Various techniques, such as chemical coagulation (Stephenson et al. 1996) (Niranjan and Karthikeyan, 1992) biosorption (Low et al. 1993) oxidation using ozone (Churchley, 1994), membrane separation (Grossley, 1994) and adsorption have been generally employed for colour removal. Adsorption is one of the most effective physical processes for the removal of dyes from wastewater. Most conventional adsorption systems use activated carbon which is expensive and necessitates regeneration ( Mckay, 1982). Several researchers have investigated the alternative adsorbent materials that though less efficient involve lower costs. Among the studies alternative materials are lignite (Allen et al.1989), wood (Poots et al. 1978), flyash (Khare et al. 1988), coal (Gupta et al. 1990), boiler bottom ash (Mall and Upadhyay, 1995), rice husk (Lodha et al. 1997) and withered Psidium guyava Leaves (Singh and Srivastava, 1999)

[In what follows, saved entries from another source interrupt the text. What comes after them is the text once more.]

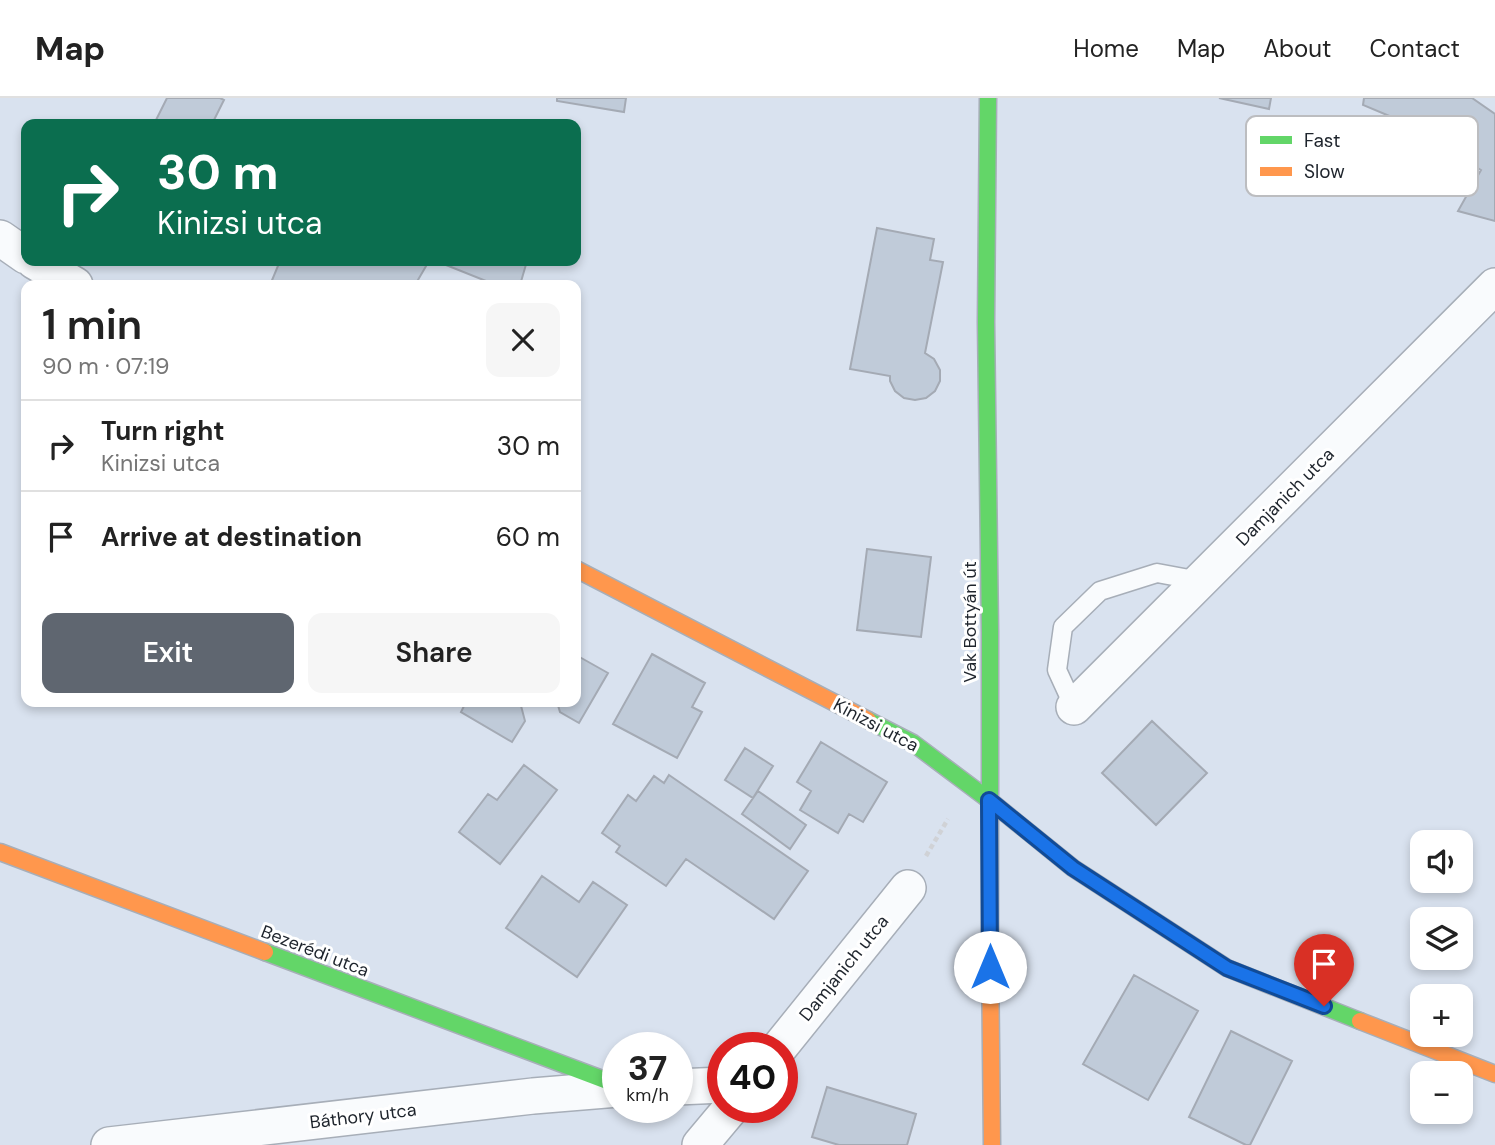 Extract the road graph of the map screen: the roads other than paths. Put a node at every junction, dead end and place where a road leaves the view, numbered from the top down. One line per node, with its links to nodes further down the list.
1 (988, 98): 10 (street, Vak Bottyán út)
2 (0, 238): 3 (street)
3 (21, 253)
4 (43, 266): 5 (street)
5 (66, 280)
6 (1495, 286): 8 (street, Damjanich utca)
7 (581, 572): 10 (street, Kinizsi utca)
8 (1200, 581): 9 (street, Damjanich utca); 9 (lane)
9 (1074, 707)
10 (989, 800): 14 (street, Kinizsi utca); 20 (street, Vak Bottyán út)
11 (0, 852): 15 (street, Bezerédi utca)
12 (908, 888): 13 (street, Damjanich utca)
13 (792, 1032)
14 (1495, 1074)
15 (602, 1081)
16 (602, 1089): 18 (street, Báthory utca)
17 (718, 1123): 19 (street)
18 (109, 1145)
19 (700, 1145)
20 (992, 1145)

Hence we undertook an attempt to prepare low cost carbon from the locally available natural material like coir pith. The characteristics of the carbons and applicabilities have been compared with that of Commercial activated carbon(CAC). The effect of various parameters such as initial dye concentration, temperature and pH has been investigated.

Materials and Methods

Preparation of Coir pith Activated Carbon (CPAC)

Coir pith activated carbon (CPAC) was prepared by treating four parts with two parts of concentrated sulphuric acid and keeping it in an air oven at 140°C - 170°C for 24 hours. The carbonized material was filtered and washed with water to remove the excess acid and dried at 105 -110°C. The materials were grounded well and sieved to an average diameter of 0.5 mm (20- 50 ASTM) was used for further studies.

Preparation of dye solution

Accurately 100 mg of Reactive violet 48 was weighed and dissolved in 100 mL of water to get 1000 ppm dye solution.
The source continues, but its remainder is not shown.